In order to derive a new Verifiable Credential which discloses a subset of the original, the holder must filter the messages associated with the original object, and the proofs associated with those messages.

Unlike [[LDP-BBS2020]], our proof of concept does not rely on [[JSON-LD-FRAMING]]. This is due to also not relying exclusively on [[RDF-DATASET-NORMALIZATION]]. Instead we compute the messages and proofs by taking the set difference of the of the original and derived document objects. This approach works with any stable normalization algorithm, and is the reason for the difference in our normalization process compared to [[LDP-BBS2020]].

Use Cases

These uses cases are hypothetical.

Supply chain traceability

The GS1 Digital Link https://id.gs1.org/01/9506000134352 is also known as Dal Giardino Risotto Rice with Mushrooms 411g.

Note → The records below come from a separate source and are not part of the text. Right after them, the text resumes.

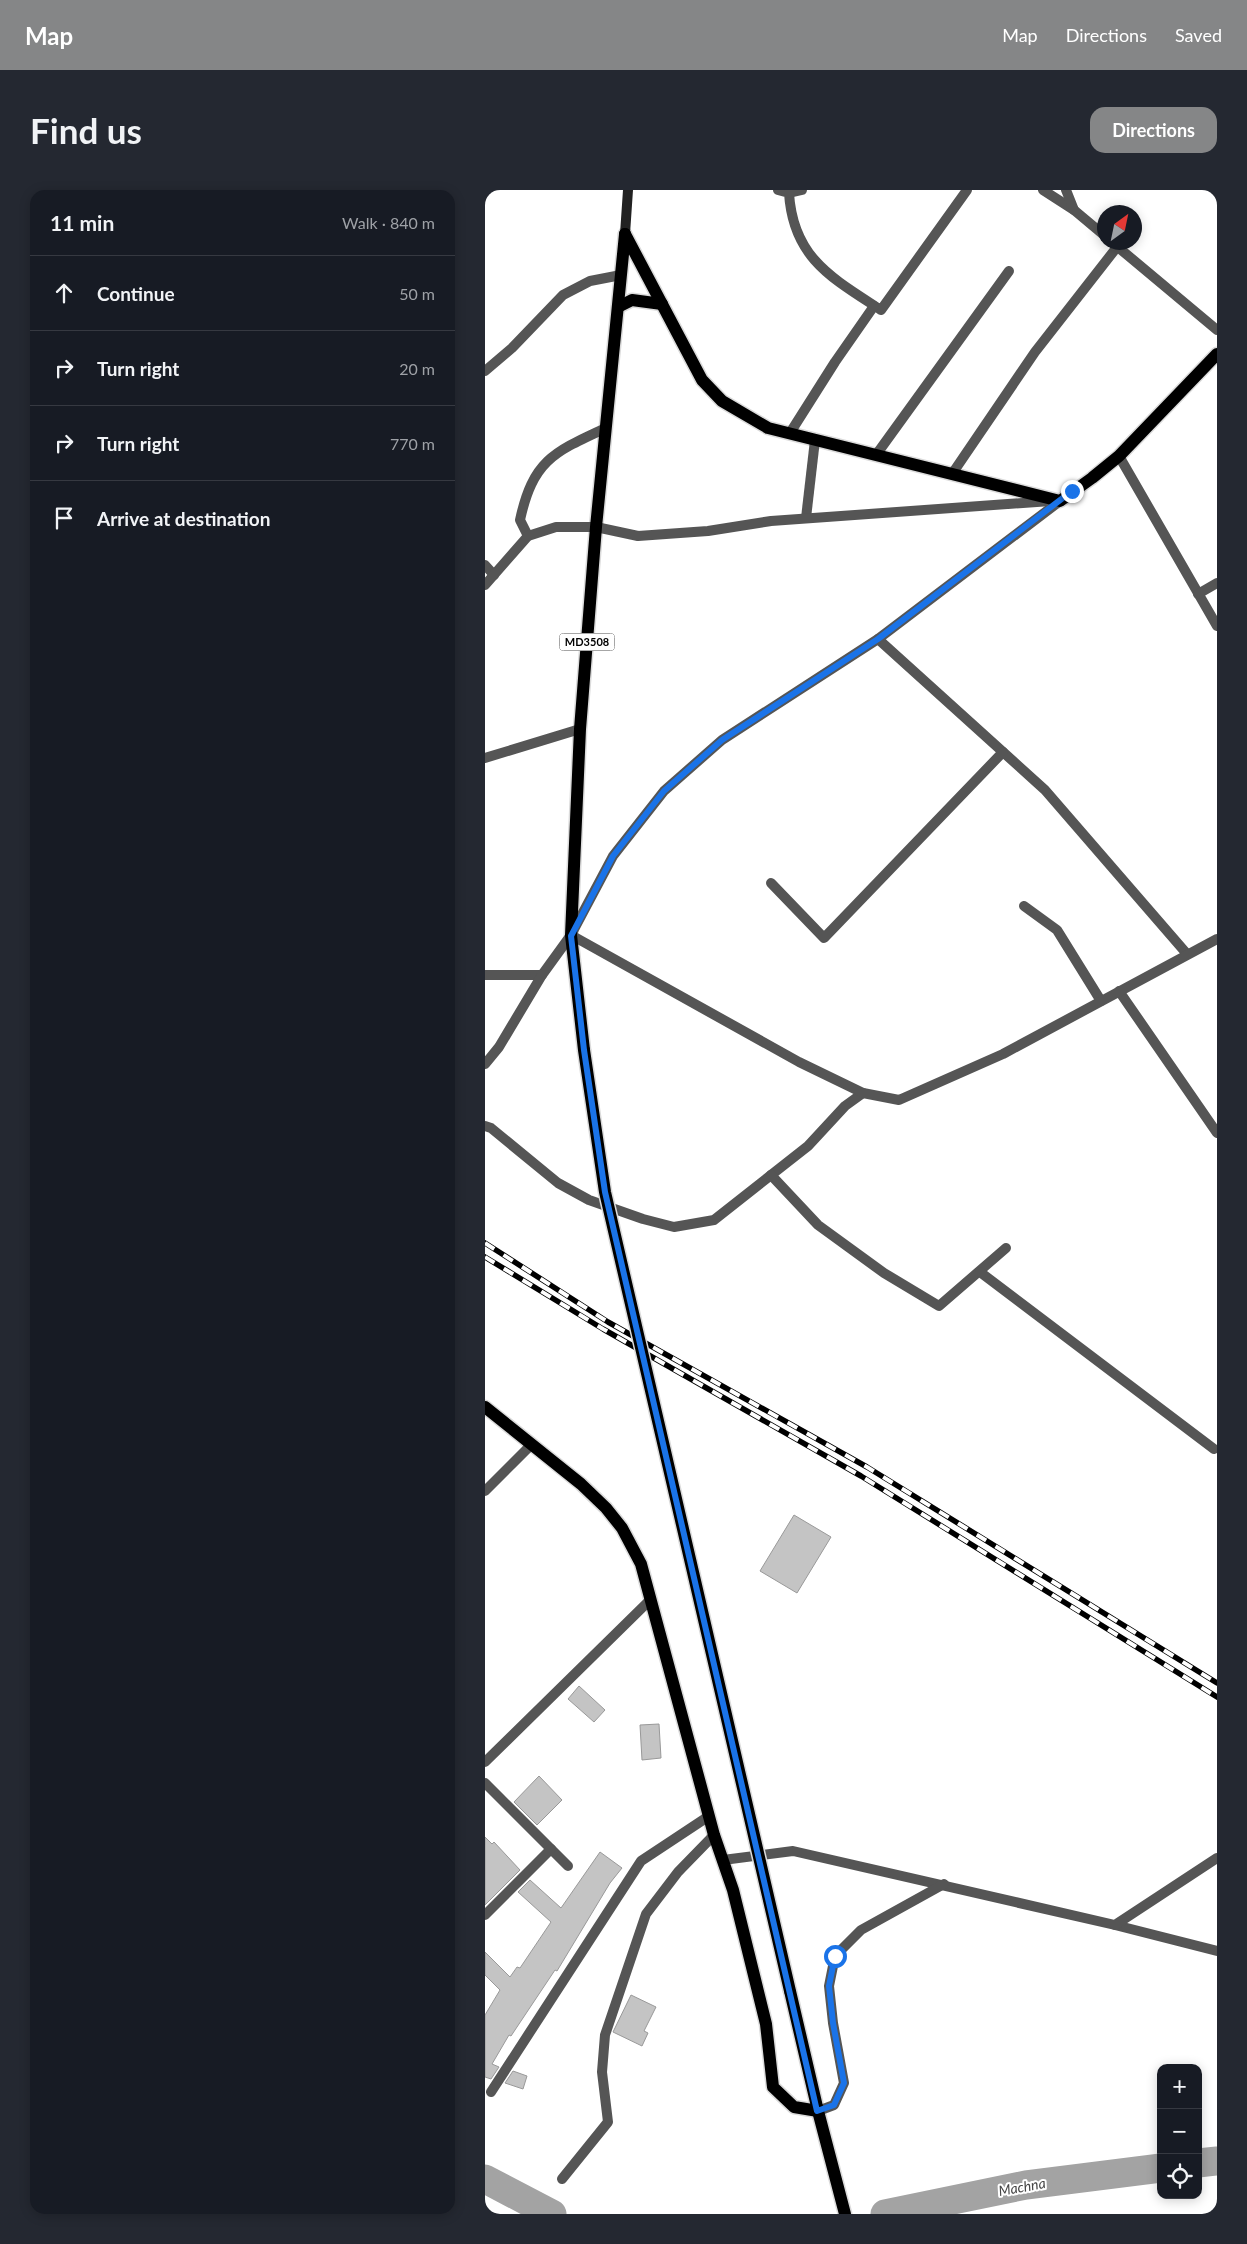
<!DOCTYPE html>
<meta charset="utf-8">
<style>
body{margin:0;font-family:Lato,sans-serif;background:#242831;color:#f1f3f6}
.controls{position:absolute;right:15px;bottom:15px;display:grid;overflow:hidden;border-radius:10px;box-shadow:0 2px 12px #0003}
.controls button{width:45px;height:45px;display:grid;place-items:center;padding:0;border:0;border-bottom:1px solid #363941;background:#171b24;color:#f1f3f6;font:25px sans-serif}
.compass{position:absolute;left:612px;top:15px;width:45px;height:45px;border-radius:50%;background:#171b24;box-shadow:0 2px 12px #0003;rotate:33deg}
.stop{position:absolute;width:15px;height:15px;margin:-11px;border:4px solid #1a73e8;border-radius:50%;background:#fff}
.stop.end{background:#1a73e8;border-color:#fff;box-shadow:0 1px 5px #0008}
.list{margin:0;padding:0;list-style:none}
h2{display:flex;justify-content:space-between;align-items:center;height:65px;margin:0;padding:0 20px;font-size:21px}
h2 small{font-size:16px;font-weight:400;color:#9ea1a6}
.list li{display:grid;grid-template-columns:32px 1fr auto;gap:15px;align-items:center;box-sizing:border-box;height:75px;padding:0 20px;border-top:1px solid #363941}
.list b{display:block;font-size:19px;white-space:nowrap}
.list em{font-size:16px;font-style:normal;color:#9ea1a6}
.icon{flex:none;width:28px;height:28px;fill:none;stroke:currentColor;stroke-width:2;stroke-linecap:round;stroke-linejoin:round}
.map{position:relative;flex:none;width:732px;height:2024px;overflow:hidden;border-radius:15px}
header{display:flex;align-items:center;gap:30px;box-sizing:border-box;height:70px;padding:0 25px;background:#858687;color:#fff}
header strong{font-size:24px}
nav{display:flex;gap:28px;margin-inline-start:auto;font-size:18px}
.intro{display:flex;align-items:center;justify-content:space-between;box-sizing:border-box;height:120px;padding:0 30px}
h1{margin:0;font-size:35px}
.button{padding:12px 22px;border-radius:15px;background:#858687;color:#fff;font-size:18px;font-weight:700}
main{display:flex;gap:30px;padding:0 30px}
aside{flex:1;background:#171b24;border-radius:15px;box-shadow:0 2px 12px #0003}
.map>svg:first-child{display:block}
</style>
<header>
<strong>Map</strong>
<nav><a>Map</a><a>Directions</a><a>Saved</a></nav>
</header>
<div class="intro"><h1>Find us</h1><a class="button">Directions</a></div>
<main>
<aside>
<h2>11 min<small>Walk · 840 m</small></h2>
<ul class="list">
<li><svg class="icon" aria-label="ahead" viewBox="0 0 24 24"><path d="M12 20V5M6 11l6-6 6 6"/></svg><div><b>Continue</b></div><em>50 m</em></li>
<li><svg class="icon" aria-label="right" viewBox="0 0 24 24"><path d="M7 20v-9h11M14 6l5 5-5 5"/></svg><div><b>Turn right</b></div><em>20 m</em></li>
<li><svg class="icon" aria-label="right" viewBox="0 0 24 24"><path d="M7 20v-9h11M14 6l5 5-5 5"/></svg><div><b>Turn right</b></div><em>770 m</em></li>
<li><svg class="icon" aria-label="arrive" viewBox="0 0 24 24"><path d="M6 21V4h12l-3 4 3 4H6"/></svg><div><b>Arrive at destination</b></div></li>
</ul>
</aside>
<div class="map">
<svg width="732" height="2024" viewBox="0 0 732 2024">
<rect width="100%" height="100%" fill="#fff"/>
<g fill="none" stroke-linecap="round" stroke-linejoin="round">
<!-- river -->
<g stroke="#a3a3a3" stroke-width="29">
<polyline points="713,1973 732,1971"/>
<polyline points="0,1989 67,2024"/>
<polyline points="400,2024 541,1995 676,1978"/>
</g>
</g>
<!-- building -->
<g fill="#c4c4c4" stroke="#999">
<polygon points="309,1325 346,1347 312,1403 275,1381"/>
<polygon points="94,1496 120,1520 109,1532 83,1509"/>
<polygon points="174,1534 176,1568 157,1570 155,1535"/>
<polygon points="54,1586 77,1610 52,1635 29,1612"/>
<polygon points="0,1647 7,1654 9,1652 35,1680 0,1715"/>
<polygon points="115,1662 137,1678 125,1693 72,1781 70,1780 26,1846 24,1845 7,1874 14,1877 6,1889 0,1887 0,1825 15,1800 0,1785 0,1762 25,1787 32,1777 35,1778 66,1732 33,1702 45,1690 76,1718"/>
<polygon points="146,1805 171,1817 159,1841 163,1843 157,1856 128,1842"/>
<polygon points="28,1881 42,1886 38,1899 20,1893"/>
</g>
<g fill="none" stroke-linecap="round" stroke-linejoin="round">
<!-- primary casing -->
<g stroke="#dbdbdb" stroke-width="15">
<g id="primary">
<polyline points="140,44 217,190 237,211 283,238 575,311 607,288 634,266 732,164"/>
<polyline points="133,117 147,110 177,114"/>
<polyline points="99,860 86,745 95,539 111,337 140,44"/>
<polyline points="0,1217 96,1294 121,1318 137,1338 156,1374 229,1645 248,1700 281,1834 288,1897 309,1917 333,1921"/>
<polyline points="305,1801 333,1921 360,2024"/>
</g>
</g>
<!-- minor -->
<g stroke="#555" stroke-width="10">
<path d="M293,0L304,3C308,68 347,88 396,120L482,0"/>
<polyline points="558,0 589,20"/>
<polyline points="581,0 589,20 620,46"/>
<polyline points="304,3 317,0"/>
<polyline points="628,53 732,140"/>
<polyline points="0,181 27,158 78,105 105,91 136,85"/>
<polyline points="305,243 350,172 389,116"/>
<polyline points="391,265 524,81"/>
<polyline points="634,266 732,436"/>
<polyline points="467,284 550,162 632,57"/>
<polyline points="321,328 330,250"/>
<path d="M43,346L35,330C48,270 69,262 121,238"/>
<polyline points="0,375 9,385"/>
<polyline points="0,395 43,346 71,337 111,337 153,346 223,341 286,331 566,311"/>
<polyline points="713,404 732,393"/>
<polyline points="393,449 560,600 702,764"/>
<polyline points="0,568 95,539"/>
<polyline points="286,693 339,748 518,562"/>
<polyline points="539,716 572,740 616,811"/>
<polyline points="0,785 57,785"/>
<polyline points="634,801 732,943"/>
<polyline points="0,874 14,857 57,785 86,745 128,666 179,601 237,550 393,449 575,311"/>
<polyline points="0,936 6,938 73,993 104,1010 158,1029 189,1037 229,1030 323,956 360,916 378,903"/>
<polyline points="286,985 333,1035 399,1083 454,1116 521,1058"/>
<polyline points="495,1082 729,1259"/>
<polyline points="0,1301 46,1255"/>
<polyline points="0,1572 165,1410"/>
<polyline points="0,1593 83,1676"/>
<polyline points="0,1725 66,1659"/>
<polyline points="630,1735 732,1761"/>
<polyline points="6,1902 156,1671 224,1626"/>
<polyline points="77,1989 123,1932 117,1882 120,1845 161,1724 193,1682 229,1645"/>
</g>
<!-- tertiary -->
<g stroke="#555" stroke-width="10">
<polyline points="86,745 314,872 378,903 414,910 518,864 732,749"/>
<polyline points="238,1670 308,1661 630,1735 732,1668"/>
<polyline points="333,1921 349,1915 359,1893 348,1833 344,1796 350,1766 376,1740 459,1694"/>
</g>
<!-- secondary -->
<polyline stroke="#222" stroke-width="10" points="140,44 143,0"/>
<!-- primary -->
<use href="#primary" stroke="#000" stroke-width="12"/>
<!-- rail casing -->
<g stroke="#000" stroke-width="5.5">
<g id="rail">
<polyline points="0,1053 123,1132 382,1277 732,1493"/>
<polyline points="0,1067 118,1139 376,1286 732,1507"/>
</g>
</g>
<!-- rail -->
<use href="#rail" stroke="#fff" stroke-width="4" stroke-dasharray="11" stroke-linecap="butt"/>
<!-- primary-bridge casing -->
<g stroke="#dbdbdb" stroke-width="15" stroke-linecap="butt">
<polyline id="primary-bridge" points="99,860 120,1002 305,1801"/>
</g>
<!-- primary-bridge -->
<use href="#primary-bridge" stroke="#000" stroke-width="12"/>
</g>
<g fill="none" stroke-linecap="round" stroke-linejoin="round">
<!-- route -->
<polyline stroke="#1a73e8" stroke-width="6" points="350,1766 344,1796 348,1833 359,1893 349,1915 332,1921 120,1002 99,860 86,746 128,666 179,601 237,550 393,449 587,301"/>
</g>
<g text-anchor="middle" stroke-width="4" stroke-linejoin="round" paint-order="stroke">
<!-- shield labels -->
<rect fill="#fff" stroke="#4c4c4c" stroke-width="1" x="74.5" y="443.5" width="55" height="17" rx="4"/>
<g font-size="11" font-weight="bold" fill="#000">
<text x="102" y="456">MD3508</text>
</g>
<!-- water labels -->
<g font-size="14" font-style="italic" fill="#444" stroke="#fff">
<text transform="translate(537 1997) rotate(-10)" y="5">Machna</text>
</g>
</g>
</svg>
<div class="controls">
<button>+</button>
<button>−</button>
<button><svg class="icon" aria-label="locate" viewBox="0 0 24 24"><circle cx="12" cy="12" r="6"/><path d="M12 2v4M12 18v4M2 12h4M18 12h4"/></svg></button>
</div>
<svg class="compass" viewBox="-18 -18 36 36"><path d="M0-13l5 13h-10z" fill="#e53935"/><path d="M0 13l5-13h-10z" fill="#9ea1a6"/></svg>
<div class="stop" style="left:350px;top:1766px"></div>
<div class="stop end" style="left:587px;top:301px"></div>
</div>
</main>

Perhapse not all manufacturing details are necessary to disclose until a recall is issued, at which point sensitive product and supply chain details (costs, locations, times) can be disclosed from associated original credentials.

During an investigation, supply chain participants might be compelled to fully disclose credentials to an auditor or trusted third party.

Disclosing known aliases

Sometimes an authority or public registry maintainer may know that a single entity is known as multiple pseudonmous identifiers. For example:

The drivers license Q6780 22812 41253 might be also known as Pearline Abshire. During an investigation, her legal councel might want to be able to prove that she used to be known as Katarina Kozey with drivers license number 9375599 when she worked as an informant on narcotics activity in Alaska before being relocated under witness protection program.

Minimizing verifier liability

Data processors should not collect sensitive information they do not need.

Protecting subject privacy

Data subjects should not need to expose sensitive information they do not need.